Saved data entries
* * *

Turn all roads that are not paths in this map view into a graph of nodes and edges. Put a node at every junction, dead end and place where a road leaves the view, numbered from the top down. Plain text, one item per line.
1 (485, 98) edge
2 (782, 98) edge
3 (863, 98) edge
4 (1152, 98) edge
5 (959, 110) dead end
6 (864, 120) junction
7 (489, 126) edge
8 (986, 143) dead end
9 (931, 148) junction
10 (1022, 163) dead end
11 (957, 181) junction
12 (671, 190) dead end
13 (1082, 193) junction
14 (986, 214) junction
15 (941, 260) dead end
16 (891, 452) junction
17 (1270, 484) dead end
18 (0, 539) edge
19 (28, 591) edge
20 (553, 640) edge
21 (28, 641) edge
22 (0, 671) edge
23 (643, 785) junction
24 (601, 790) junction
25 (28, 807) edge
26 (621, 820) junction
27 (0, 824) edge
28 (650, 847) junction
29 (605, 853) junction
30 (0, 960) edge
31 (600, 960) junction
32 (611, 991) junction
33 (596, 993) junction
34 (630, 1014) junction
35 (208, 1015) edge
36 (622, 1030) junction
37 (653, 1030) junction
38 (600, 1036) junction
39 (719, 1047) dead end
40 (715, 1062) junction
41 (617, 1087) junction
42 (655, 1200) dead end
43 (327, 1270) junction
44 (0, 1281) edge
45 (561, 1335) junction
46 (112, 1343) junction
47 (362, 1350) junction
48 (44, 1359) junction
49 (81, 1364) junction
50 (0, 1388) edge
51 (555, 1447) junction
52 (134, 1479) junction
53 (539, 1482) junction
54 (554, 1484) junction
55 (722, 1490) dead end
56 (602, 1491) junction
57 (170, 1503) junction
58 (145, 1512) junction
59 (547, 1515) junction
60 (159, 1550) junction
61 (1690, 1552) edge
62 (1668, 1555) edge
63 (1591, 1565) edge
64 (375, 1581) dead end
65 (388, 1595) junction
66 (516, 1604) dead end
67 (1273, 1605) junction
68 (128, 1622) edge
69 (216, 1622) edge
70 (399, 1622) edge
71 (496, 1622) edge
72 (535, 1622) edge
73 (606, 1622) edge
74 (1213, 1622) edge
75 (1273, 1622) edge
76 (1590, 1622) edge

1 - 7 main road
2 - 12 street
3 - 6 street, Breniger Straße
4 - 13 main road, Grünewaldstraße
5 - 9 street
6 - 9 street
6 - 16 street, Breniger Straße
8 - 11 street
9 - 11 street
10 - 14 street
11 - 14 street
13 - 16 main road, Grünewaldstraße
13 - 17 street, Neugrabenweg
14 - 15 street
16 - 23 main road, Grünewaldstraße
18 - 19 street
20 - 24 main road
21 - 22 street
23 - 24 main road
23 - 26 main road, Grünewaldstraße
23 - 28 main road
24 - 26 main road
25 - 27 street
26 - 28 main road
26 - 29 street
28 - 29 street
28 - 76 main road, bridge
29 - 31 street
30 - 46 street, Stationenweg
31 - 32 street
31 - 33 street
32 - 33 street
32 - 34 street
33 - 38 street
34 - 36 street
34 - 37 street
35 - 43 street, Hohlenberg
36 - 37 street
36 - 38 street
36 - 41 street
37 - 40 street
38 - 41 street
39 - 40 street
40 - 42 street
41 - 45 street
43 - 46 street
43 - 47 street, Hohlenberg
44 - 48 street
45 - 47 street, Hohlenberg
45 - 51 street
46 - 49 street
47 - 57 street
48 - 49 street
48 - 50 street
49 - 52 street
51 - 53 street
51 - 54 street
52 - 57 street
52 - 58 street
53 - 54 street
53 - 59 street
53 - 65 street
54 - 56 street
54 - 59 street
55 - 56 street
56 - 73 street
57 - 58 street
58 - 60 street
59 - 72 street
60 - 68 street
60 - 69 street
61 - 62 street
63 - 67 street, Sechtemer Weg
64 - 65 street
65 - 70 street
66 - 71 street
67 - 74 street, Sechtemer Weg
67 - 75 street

* * *

Return every record above exactly, line by line.

Turn all roads that are not paths in this map view into a graph of nodes and edges. Put a node at every junction, dead end and place where a road leaves the view, numbered from the top down. Plain text, one item per line.
1 (485, 98) edge
2 (782, 98) edge
3 (863, 98) edge
4 (1152, 98) edge
5 (959, 110) dead end
6 (864, 120) junction
7 (489, 126) edge
8 (986, 143) dead end
9 (931, 148) junction
10 (1022, 163) dead end
11 (957, 181) junction
12 (671, 190) dead end
13 (1082, 193) junction
14 (986, 214) junction
15 (941, 260) dead end
16 (891, 452) junction
17 (1270, 484) dead end
18 (0, 539) edge
19 (28, 591) edge
20 (553, 640) edge
21 (28, 641) edge
22 (0, 671) edge
23 (643, 785) junction
24 (601, 790) junction
25 (28, 807) edge
26 (621, 820) junction
27 (0, 824) edge
28 (650, 847) junction
29 (605, 853) junction
30 (0, 960) edge
31 (600, 960) junction
32 (611, 991) junction
33 (596, 993) junction
34 (630, 1014) junction
35 (208, 1015) edge
36 (622, 1030) junction
37 (653, 1030) junction
38 (600, 1036) junction
39 (719, 1047) dead end
40 (715, 1062) junction
41 (617, 1087) junction
42 (655, 1200) dead end
43 (327, 1270) junction
44 (0, 1281) edge
45 (561, 1335) junction
46 (112, 1343) junction
47 (362, 1350) junction
48 (44, 1359) junction
49 (81, 1364) junction
50 (0, 1388) edge
51 (555, 1447) junction
52 (134, 1479) junction
53 (539, 1482) junction
54 (554, 1484) junction
55 (722, 1490) dead end
56 (602, 1491) junction
57 (170, 1503) junction
58 (145, 1512) junction
59 (547, 1515) junction
60 (159, 1550) junction
61 (1690, 1552) edge
62 (1668, 1555) edge
63 (1591, 1565) edge
64 (375, 1581) dead end
65 (388, 1595) junction
66 (516, 1604) dead end
67 (1273, 1605) junction
68 (128, 1622) edge
69 (216, 1622) edge
70 (399, 1622) edge
71 (496, 1622) edge
72 (535, 1622) edge
73 (606, 1622) edge
74 (1213, 1622) edge
75 (1273, 1622) edge
76 (1590, 1622) edge

1 - 7 main road
2 - 12 street
3 - 6 street, Breniger Straße
4 - 13 main road, Grünewaldstraße
5 - 9 street
6 - 9 street
6 - 16 street, Breniger Straße
8 - 11 street
9 - 11 street
10 - 14 street
11 - 14 street
13 - 16 main road, Grünewaldstraße
13 - 17 street, Neugrabenweg
14 - 15 street
16 - 23 main road, Grünewaldstraße
18 - 19 street
20 - 24 main road
21 - 22 street
23 - 24 main road
23 - 26 main road, Grünewaldstraße
23 - 28 main road
24 - 26 main road
25 - 27 street
26 - 28 main road
26 - 29 street
28 - 29 street
28 - 76 main road, bridge
29 - 31 street
30 - 46 street, Stationenweg
31 - 32 street
31 - 33 street
32 - 33 street
32 - 34 street
33 - 38 street
34 - 36 street
34 - 37 street
35 - 43 street, Hohlenberg
36 - 37 street
36 - 38 street
36 - 41 street
37 - 40 street
38 - 41 street
39 - 40 street
40 - 42 street
41 - 45 street
43 - 46 street
43 - 47 street, Hohlenberg
44 - 48 street
45 - 47 street, Hohlenberg
45 - 51 street
46 - 49 street
47 - 57 street
48 - 49 street
48 - 50 street
49 - 52 street
51 - 53 street
51 - 54 street
52 - 57 street
52 - 58 street
53 - 54 street
53 - 59 street
53 - 65 street
54 - 56 street
54 - 59 street
55 - 56 street
56 - 73 street
57 - 58 street
58 - 60 street
59 - 72 street
60 - 68 street
60 - 69 street
61 - 62 street
63 - 67 street, Sechtemer Weg
64 - 65 street
65 - 70 street
66 - 71 street
67 - 74 street, Sechtemer Weg
67 - 75 street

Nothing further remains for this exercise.